* **Action item**: An exact, picture-free copy of the listing is required.

* **Supplied entries**:

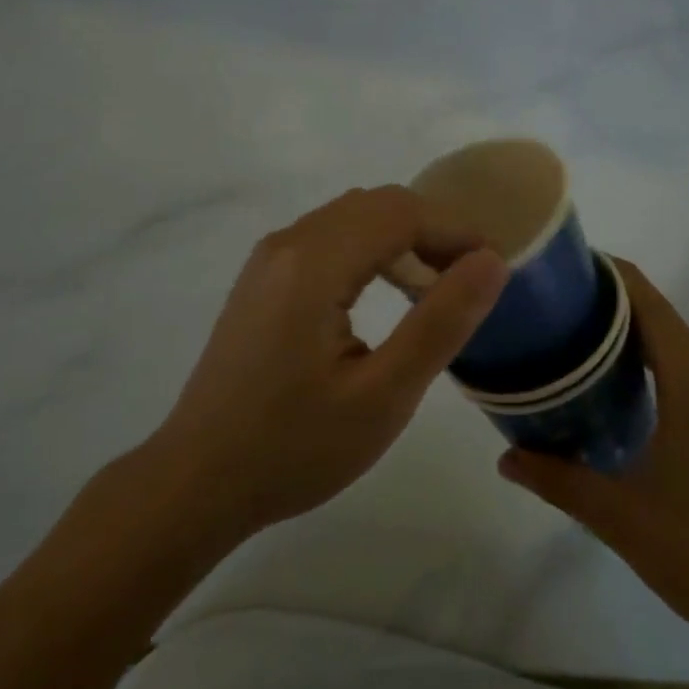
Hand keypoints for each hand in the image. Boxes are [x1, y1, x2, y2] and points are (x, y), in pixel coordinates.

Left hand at [144, 186, 505, 548]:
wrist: (195, 483)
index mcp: (313, 263)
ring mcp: (269, 258)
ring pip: (354, 216)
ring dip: (402, 238)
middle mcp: (288, 243)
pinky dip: (371, 249)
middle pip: (378, 204)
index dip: (456, 231)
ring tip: (435, 288)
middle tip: (469, 282)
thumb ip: (441, 322)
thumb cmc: (293, 448)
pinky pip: (330, 237)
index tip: (494, 270)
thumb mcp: (383, 396)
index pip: (402, 212)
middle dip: (432, 230)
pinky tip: (385, 294)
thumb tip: (492, 261)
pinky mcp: (263, 277)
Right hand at [498, 260, 688, 657]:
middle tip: (554, 302)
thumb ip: (558, 480)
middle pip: (660, 315)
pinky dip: (649, 358)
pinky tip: (615, 386)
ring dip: (630, 330)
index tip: (564, 265)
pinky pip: (684, 370)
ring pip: (674, 343)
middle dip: (610, 299)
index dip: (610, 273)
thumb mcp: (618, 516)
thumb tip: (504, 458)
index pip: (649, 302)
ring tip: (574, 335)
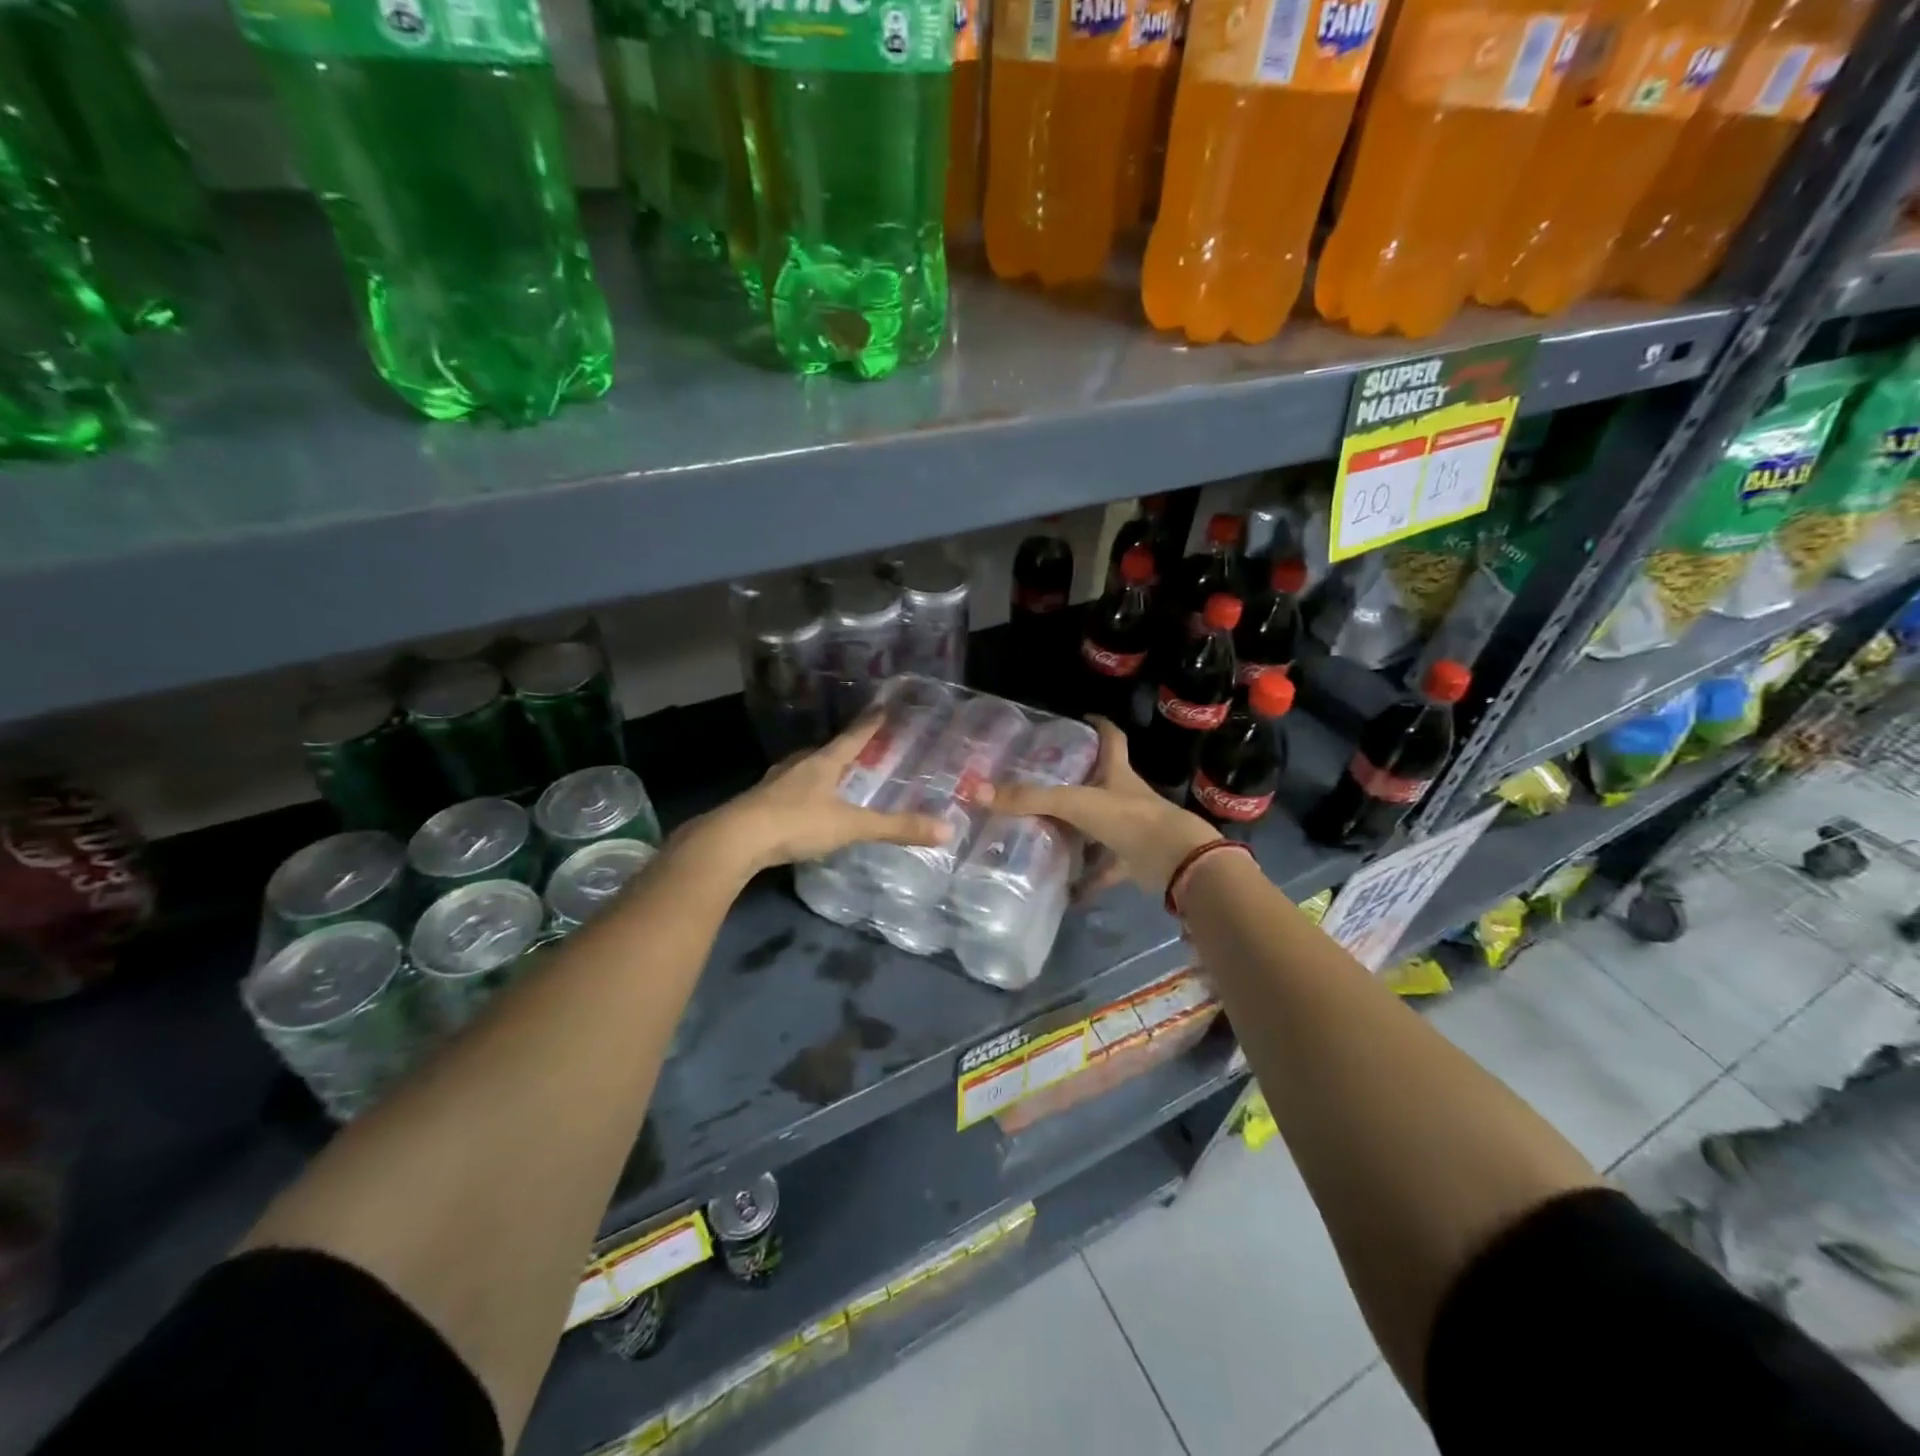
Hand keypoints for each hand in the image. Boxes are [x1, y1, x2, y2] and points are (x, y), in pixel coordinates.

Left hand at [680, 714, 950, 877]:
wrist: (734, 840)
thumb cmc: (796, 823)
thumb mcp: (850, 826)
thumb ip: (895, 828)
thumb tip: (946, 830)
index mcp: (822, 762)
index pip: (853, 737)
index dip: (870, 724)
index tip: (883, 707)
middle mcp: (798, 765)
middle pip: (826, 751)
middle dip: (844, 749)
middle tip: (862, 749)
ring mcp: (775, 783)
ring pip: (804, 769)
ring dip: (820, 770)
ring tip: (834, 775)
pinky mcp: (759, 804)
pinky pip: (788, 791)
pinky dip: (802, 793)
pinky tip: (805, 806)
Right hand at [990, 717, 1217, 897]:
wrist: (1175, 861)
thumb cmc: (1128, 818)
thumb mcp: (1075, 803)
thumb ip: (1030, 799)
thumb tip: (977, 791)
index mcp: (1117, 773)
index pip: (1111, 739)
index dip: (1099, 726)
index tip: (1082, 718)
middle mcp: (1125, 797)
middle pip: (1101, 782)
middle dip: (1076, 782)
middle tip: (1040, 781)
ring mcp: (1130, 829)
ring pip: (1099, 827)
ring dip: (1077, 831)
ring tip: (1041, 832)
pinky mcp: (1132, 860)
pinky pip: (1103, 869)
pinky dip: (1086, 880)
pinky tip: (1063, 890)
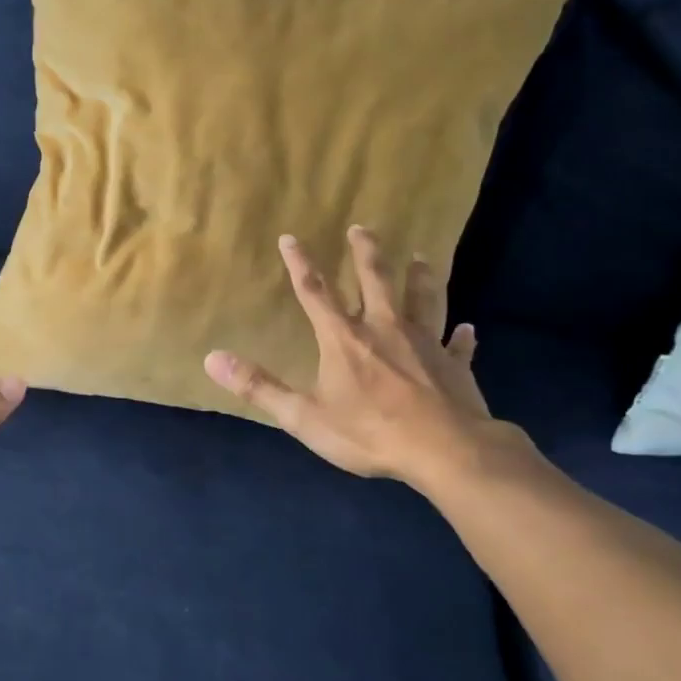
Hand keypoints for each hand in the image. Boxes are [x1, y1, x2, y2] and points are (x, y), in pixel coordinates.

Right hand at [204, 227, 509, 489]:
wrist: (445, 451)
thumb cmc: (369, 433)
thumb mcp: (303, 416)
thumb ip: (259, 386)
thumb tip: (212, 358)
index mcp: (344, 339)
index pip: (315, 292)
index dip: (300, 263)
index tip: (290, 237)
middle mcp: (385, 329)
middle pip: (375, 280)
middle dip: (365, 253)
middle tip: (362, 228)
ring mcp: (425, 344)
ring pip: (424, 300)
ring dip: (420, 277)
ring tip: (420, 257)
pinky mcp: (454, 365)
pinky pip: (459, 345)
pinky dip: (462, 337)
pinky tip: (468, 329)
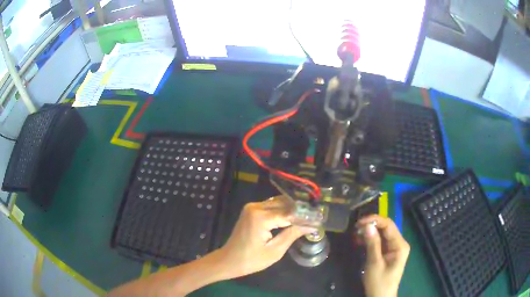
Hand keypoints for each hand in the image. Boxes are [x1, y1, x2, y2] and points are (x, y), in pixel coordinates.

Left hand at [217, 198, 312, 278]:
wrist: (229, 260)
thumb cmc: (251, 260)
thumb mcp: (275, 251)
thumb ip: (292, 234)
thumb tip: (312, 226)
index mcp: (261, 217)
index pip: (289, 212)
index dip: (305, 215)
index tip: (319, 218)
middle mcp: (256, 207)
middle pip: (284, 203)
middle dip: (299, 210)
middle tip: (314, 218)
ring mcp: (252, 207)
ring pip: (278, 203)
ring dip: (291, 209)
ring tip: (306, 218)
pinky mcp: (250, 210)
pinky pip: (270, 206)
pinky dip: (282, 211)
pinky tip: (292, 218)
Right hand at [356, 215, 409, 296]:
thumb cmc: (379, 282)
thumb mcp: (374, 263)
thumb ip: (372, 244)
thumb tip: (367, 225)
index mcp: (400, 244)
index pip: (389, 225)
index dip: (374, 220)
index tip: (359, 223)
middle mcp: (399, 243)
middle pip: (386, 228)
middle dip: (371, 226)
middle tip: (355, 229)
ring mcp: (394, 248)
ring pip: (382, 234)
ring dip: (370, 233)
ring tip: (356, 234)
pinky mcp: (388, 253)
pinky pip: (380, 242)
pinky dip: (370, 240)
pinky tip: (361, 241)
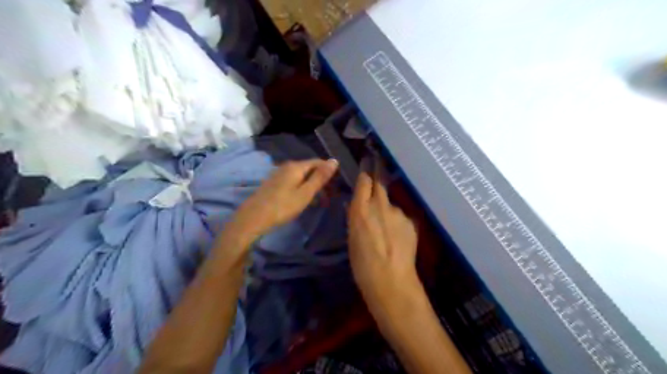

* **Result for this exercise**:
Hand keypoints for each hand in the image. Boxes are [x1, y1, x2, y2] and points are (x, y), in pixel coordinates.

Left hand at [144, 186, 505, 548]:
wrist: (195, 483)
index mcp: (313, 263)
ring mcp: (269, 258)
ring pip: (354, 216)
ring dip: (402, 238)
middle mcp: (288, 243)
pinky dip: (371, 249)
middle pip: (378, 204)
index dip: (456, 231)
ring tip: (435, 288)
middle tip: (469, 282)
thumb ip: (441, 322)
thumb cmc: (293, 448)
pinky pip: (330, 237)
index tip: (494, 270)
thumb mcp: (383, 396)
index pip: (402, 212)
middle dip: (432, 230)
pinky tip: (385, 294)
thumb tip: (492, 261)
pinky mcp: (263, 277)
Right hand at [498, 260, 688, 657]:
middle tip: (554, 302)
thumb ip: (558, 480)
middle pip: (660, 315)
pinky dip: (649, 358)
pinky tip: (615, 386)
ring dip: (630, 330)
index tip: (564, 265)
pinky pip: (684, 370)
ring pip: (674, 343)
middle dip: (610, 299)
index dip: (610, 273)
thumb mcp: (618, 516)
thumb tip: (504, 458)
index pip: (649, 302)
ring tip: (574, 335)
Hand keypoints for each hand in the image. Boxes are [x1, y1, x2, y2] and points are (x, y), in pixel coordinates.

Left hand at [680, 714, 950, 877]:
wrist: (734, 840)
thumb cmc: (796, 823)
thumb mcp: (850, 826)
thumb ip: (895, 828)
thumb tip: (946, 830)
index mcp: (822, 762)
index pip: (853, 737)
index dip: (870, 724)
index tip: (883, 707)
middle mcp: (798, 765)
middle pip: (826, 751)
middle dip: (844, 749)
middle tip: (862, 749)
ring mcp: (775, 783)
ring pip: (804, 769)
ring dip: (820, 770)
ring tip: (834, 775)
pinky mcp: (759, 804)
pinky pip: (788, 791)
pinky dip: (802, 793)
pinky tip: (805, 806)
Right hand at [990, 717, 1217, 897]:
wrist: (1175, 861)
thumb cmc: (1128, 818)
thumb mcp: (1075, 803)
thumb ip: (1030, 799)
thumb tip: (977, 791)
index mcp: (1117, 773)
index pip: (1111, 739)
index dip: (1099, 726)
index tip: (1082, 718)
middle mcp: (1125, 797)
middle pip: (1101, 782)
middle dip: (1076, 782)
middle tip: (1040, 781)
ring mcp: (1130, 829)
ring pip: (1099, 827)
ring dip: (1077, 831)
ring tip: (1041, 832)
pinky mcp: (1132, 860)
pinky pip: (1103, 869)
pinky dip: (1086, 880)
pinky tip: (1063, 890)
Hand keypoints for each hand in the image. Boxes are [x1, y1, x2, y2] and points are (x, y), in pixel coordinates.

Right hand at [204, 227, 509, 489]:
wrist: (445, 451)
thumb cmc: (369, 433)
thumb mcp: (303, 416)
thumb ip: (259, 386)
thumb tip: (212, 358)
index mcp: (344, 339)
index pip: (315, 292)
index dip: (300, 263)
index tip: (290, 237)
middle mcp: (385, 329)
middle pip: (375, 280)
middle dip: (365, 253)
middle tip: (362, 228)
ring mcp: (425, 344)
ring pip: (424, 300)
ring dip: (420, 277)
ring tip: (420, 257)
pinky mcp: (454, 365)
pinky pip: (459, 345)
pinky dip: (462, 337)
pinky tip: (468, 329)
Hand keypoints for each hand in the image. Boxes are [x1, y1, x2, y2] and points are (x, y), in pixel coordinates.

Left hand at [217, 198, 312, 278]:
wrist: (229, 260)
thumb cmc: (251, 260)
thumb mcp: (275, 251)
thumb ip: (292, 234)
thumb tip: (312, 226)
index mcp: (261, 217)
index pip: (289, 212)
index dip: (305, 215)
index tip: (319, 218)
middle mcp: (256, 207)
middle pip: (284, 203)
middle dip: (299, 210)
middle tip: (314, 218)
ring mcp: (252, 207)
ring pip: (278, 203)
ring dip: (291, 209)
ring tip: (306, 218)
pinky mcp: (250, 210)
pinky pip: (270, 206)
pinky dip: (282, 211)
pinky tip: (292, 218)
Right hand at [356, 215, 409, 296]:
thumb cmc: (379, 282)
thumb mcp: (374, 263)
thumb ip: (372, 244)
thumb tip: (367, 225)
index mcp: (400, 244)
index pip: (389, 225)
index dip: (374, 220)
index tip: (359, 223)
middle mcp: (399, 243)
middle pip: (386, 228)
middle dip: (371, 226)
middle tip: (355, 229)
ring mcp: (394, 248)
ring pip: (382, 234)
ring dip: (370, 233)
ring tip: (356, 234)
pinky mcp: (388, 253)
pinky pip: (380, 242)
pinky dip: (370, 240)
pinky tip: (361, 241)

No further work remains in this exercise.